• Supplied data
********

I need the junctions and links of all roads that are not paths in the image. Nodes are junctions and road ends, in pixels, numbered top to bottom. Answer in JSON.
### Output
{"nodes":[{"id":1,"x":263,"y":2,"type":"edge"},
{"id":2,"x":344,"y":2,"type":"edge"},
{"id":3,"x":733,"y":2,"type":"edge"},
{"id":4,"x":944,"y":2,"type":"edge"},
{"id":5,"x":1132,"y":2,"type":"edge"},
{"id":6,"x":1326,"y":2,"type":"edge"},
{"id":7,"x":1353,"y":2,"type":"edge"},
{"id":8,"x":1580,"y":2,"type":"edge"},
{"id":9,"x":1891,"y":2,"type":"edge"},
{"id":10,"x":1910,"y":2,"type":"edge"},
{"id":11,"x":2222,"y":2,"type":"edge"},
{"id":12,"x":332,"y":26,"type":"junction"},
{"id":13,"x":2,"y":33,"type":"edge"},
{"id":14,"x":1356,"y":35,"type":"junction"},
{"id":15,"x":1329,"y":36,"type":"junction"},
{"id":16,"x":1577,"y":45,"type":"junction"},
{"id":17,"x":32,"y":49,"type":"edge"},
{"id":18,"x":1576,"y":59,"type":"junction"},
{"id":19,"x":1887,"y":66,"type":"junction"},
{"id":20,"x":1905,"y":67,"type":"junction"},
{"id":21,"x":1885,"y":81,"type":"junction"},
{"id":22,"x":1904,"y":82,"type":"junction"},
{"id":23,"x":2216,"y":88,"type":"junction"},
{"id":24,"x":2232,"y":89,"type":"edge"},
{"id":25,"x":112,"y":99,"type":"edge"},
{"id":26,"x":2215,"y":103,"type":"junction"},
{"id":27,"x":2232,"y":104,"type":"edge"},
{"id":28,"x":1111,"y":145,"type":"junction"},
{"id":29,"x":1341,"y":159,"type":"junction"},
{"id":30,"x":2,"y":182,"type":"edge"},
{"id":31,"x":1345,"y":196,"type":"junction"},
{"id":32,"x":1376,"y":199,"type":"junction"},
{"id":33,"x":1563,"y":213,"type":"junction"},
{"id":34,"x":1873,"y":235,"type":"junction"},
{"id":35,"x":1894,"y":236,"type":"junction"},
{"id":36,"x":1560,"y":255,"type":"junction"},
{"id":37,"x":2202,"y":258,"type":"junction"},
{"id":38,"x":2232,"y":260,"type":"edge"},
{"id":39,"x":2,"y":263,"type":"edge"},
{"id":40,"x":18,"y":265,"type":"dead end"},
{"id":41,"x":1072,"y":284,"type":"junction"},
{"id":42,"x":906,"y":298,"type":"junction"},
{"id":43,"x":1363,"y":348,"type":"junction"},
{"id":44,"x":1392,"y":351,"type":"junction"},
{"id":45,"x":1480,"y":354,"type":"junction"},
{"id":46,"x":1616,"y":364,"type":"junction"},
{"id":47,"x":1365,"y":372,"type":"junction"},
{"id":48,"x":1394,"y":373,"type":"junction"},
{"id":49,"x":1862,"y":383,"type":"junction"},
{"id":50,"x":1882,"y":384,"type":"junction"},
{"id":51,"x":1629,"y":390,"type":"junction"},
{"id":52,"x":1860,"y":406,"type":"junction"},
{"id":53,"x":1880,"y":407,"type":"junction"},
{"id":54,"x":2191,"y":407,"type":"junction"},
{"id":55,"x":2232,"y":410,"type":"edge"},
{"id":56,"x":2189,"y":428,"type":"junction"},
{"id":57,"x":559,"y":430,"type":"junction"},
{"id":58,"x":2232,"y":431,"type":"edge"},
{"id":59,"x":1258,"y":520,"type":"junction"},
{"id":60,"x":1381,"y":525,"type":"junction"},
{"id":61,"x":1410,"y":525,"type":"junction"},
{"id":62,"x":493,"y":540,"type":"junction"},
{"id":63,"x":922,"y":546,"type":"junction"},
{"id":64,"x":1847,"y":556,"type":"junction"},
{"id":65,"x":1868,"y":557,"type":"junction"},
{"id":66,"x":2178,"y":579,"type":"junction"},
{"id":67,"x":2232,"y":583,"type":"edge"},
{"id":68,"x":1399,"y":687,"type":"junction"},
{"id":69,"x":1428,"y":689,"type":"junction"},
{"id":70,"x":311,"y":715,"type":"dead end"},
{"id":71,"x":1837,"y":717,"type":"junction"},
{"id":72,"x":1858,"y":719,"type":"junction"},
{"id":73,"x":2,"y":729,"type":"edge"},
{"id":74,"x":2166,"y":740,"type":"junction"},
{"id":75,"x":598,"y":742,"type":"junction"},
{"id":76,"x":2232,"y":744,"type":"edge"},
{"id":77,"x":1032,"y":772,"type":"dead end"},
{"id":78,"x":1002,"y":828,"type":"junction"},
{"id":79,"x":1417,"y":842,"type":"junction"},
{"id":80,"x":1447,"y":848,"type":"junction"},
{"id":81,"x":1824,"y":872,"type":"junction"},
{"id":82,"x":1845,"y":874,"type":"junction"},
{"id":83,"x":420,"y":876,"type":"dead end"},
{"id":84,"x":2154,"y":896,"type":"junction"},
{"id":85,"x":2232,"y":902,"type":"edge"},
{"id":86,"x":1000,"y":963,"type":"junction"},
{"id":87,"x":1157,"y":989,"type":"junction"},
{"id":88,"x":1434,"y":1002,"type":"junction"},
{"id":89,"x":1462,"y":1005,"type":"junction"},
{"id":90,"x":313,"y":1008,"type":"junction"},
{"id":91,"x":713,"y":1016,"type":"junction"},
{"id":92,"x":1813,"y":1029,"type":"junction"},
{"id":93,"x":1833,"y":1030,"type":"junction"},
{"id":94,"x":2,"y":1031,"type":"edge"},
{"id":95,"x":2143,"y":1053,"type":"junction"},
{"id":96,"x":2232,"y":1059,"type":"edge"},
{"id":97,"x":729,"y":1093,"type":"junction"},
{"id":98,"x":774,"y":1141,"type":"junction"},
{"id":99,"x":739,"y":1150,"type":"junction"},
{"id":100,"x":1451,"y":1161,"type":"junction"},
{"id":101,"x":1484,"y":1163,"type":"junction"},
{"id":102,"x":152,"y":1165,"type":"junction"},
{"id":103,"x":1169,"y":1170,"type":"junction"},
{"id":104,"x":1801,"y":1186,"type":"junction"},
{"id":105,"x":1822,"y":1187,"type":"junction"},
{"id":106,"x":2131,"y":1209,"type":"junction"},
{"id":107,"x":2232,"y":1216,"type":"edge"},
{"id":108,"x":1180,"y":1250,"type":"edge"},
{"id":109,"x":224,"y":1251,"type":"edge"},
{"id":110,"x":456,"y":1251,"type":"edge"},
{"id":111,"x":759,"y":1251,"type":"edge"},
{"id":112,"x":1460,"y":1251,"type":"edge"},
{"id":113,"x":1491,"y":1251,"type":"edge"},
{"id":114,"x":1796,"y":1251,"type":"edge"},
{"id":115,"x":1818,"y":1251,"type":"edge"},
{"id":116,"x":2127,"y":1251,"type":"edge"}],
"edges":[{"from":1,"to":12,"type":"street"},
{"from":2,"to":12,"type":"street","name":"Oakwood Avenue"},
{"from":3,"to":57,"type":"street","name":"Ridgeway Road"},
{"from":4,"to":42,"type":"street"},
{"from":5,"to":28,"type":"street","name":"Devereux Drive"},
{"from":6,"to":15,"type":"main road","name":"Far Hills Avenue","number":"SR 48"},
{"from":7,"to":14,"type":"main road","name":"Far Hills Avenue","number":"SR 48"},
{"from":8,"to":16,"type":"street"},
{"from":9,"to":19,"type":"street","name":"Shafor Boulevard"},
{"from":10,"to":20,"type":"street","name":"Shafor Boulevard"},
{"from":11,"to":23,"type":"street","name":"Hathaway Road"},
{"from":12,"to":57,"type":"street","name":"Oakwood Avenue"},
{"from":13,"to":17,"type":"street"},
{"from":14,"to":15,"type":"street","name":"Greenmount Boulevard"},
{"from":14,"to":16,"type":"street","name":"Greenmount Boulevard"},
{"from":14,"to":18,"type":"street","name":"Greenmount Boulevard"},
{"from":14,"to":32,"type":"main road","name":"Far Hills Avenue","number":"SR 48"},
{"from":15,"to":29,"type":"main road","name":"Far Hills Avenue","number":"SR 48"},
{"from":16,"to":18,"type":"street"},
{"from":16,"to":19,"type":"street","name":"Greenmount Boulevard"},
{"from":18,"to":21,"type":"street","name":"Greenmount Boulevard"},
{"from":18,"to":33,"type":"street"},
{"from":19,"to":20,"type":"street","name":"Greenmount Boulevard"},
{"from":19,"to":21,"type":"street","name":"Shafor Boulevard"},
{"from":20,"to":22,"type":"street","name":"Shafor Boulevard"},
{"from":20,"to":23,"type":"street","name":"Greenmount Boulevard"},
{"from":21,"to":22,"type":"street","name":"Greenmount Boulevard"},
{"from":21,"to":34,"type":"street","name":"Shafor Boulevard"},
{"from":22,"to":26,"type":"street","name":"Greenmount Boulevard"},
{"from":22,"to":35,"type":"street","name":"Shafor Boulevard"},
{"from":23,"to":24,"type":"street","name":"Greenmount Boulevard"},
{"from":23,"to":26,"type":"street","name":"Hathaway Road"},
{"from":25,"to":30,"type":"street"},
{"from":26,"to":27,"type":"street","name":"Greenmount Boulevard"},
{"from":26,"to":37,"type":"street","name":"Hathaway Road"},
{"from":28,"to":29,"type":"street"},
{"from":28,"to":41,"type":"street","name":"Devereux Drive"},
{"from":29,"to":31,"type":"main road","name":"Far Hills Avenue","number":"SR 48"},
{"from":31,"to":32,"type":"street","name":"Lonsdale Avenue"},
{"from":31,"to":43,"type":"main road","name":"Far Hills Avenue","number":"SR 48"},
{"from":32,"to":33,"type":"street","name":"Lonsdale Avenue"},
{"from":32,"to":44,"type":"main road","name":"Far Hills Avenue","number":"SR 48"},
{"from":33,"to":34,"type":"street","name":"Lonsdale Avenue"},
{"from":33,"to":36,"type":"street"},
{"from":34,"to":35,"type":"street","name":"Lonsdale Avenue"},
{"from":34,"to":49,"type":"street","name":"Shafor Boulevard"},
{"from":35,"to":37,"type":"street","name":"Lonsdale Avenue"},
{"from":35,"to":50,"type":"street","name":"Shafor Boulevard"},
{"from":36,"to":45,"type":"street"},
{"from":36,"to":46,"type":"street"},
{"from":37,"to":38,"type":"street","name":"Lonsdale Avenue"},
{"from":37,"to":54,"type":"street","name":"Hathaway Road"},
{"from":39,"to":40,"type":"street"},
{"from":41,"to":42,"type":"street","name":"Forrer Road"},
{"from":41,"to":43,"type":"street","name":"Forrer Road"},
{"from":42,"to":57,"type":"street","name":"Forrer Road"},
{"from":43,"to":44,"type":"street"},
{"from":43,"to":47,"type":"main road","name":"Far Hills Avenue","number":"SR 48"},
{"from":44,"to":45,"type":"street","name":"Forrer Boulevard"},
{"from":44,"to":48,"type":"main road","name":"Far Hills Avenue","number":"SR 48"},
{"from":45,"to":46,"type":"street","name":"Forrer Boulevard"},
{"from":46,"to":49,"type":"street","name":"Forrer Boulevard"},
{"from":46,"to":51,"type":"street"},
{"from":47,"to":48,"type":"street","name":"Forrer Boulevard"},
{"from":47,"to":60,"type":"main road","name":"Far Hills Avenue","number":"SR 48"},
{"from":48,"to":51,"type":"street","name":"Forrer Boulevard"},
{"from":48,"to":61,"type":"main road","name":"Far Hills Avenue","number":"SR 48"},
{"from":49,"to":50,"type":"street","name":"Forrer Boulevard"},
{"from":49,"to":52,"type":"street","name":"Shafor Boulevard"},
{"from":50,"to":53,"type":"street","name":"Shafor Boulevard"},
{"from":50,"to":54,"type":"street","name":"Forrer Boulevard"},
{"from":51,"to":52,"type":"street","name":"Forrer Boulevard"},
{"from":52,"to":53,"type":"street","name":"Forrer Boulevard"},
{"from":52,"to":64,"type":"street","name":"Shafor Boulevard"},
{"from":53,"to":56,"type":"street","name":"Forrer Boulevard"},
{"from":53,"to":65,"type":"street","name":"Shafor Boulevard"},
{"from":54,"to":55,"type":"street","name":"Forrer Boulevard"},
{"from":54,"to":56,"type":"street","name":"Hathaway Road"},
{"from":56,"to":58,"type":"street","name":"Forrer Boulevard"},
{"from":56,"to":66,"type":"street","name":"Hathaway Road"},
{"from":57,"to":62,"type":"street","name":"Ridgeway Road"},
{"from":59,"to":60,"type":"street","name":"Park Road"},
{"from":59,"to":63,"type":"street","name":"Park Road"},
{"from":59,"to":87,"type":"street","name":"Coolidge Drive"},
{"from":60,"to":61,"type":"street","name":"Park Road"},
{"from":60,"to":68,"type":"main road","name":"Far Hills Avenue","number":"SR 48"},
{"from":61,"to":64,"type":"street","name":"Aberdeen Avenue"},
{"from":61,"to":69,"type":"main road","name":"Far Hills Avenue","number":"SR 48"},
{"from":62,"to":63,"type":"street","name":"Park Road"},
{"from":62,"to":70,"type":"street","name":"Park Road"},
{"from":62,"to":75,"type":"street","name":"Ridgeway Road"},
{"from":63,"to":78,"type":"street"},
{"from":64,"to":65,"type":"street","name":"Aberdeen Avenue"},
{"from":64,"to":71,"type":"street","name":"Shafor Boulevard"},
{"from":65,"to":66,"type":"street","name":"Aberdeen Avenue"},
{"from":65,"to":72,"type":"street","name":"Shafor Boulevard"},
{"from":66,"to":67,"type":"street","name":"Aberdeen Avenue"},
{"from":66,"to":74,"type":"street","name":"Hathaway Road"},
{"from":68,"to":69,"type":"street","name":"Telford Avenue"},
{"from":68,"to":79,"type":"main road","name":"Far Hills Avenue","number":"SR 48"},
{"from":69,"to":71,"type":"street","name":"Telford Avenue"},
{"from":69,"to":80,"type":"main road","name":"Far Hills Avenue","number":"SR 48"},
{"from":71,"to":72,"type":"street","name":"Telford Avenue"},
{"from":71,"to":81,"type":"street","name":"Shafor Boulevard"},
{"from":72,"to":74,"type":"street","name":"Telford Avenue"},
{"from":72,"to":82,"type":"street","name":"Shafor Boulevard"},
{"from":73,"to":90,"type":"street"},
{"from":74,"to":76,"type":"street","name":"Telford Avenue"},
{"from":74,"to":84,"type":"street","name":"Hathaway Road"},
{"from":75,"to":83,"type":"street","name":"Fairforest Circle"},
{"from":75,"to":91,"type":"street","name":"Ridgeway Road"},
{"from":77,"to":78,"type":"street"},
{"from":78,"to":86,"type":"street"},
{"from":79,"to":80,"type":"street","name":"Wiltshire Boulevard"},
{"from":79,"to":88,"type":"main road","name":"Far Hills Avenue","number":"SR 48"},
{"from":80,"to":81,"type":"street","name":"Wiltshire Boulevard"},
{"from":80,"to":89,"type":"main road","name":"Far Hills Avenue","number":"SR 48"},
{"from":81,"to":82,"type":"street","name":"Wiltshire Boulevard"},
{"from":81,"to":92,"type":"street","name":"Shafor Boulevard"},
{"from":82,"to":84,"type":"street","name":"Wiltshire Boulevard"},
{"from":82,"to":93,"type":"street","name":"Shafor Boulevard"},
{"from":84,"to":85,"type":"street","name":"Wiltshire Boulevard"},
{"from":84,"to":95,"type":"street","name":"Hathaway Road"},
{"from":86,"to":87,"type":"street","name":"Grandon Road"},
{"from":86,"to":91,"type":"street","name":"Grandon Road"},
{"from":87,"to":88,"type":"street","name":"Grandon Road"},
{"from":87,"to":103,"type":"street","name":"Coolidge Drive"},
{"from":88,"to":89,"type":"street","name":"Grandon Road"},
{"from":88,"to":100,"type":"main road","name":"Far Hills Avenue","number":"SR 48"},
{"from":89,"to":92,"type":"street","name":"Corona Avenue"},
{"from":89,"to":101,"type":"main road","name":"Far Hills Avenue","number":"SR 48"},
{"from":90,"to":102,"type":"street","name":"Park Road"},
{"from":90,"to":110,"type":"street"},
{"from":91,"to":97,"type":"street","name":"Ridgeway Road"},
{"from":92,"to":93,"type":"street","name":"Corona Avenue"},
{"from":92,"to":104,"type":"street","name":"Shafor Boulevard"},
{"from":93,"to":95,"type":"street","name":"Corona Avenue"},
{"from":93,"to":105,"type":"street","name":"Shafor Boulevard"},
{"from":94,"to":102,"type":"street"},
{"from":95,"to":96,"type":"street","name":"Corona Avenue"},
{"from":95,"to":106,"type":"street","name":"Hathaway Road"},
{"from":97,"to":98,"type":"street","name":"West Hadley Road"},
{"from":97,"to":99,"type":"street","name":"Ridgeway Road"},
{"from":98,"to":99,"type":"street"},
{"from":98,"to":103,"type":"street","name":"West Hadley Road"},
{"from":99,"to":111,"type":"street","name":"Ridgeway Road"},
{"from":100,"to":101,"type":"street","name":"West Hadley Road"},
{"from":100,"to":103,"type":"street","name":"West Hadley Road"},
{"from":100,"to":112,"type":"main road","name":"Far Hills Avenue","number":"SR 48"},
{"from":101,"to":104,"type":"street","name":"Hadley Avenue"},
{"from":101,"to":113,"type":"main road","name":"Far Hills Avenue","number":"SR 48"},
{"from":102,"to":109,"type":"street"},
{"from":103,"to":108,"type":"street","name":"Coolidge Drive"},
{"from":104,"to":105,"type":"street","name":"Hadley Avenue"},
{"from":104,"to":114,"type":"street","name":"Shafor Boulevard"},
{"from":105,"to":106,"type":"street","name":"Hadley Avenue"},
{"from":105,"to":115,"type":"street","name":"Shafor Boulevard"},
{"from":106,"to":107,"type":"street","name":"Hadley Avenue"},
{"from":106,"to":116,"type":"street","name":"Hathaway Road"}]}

********

Copy each line from the data above that includes "Devereux".

{"from":5,"to":28,"type":"street","name":"Devereux Drive"},
{"from":28,"to":41,"type":"street","name":"Devereux Drive"},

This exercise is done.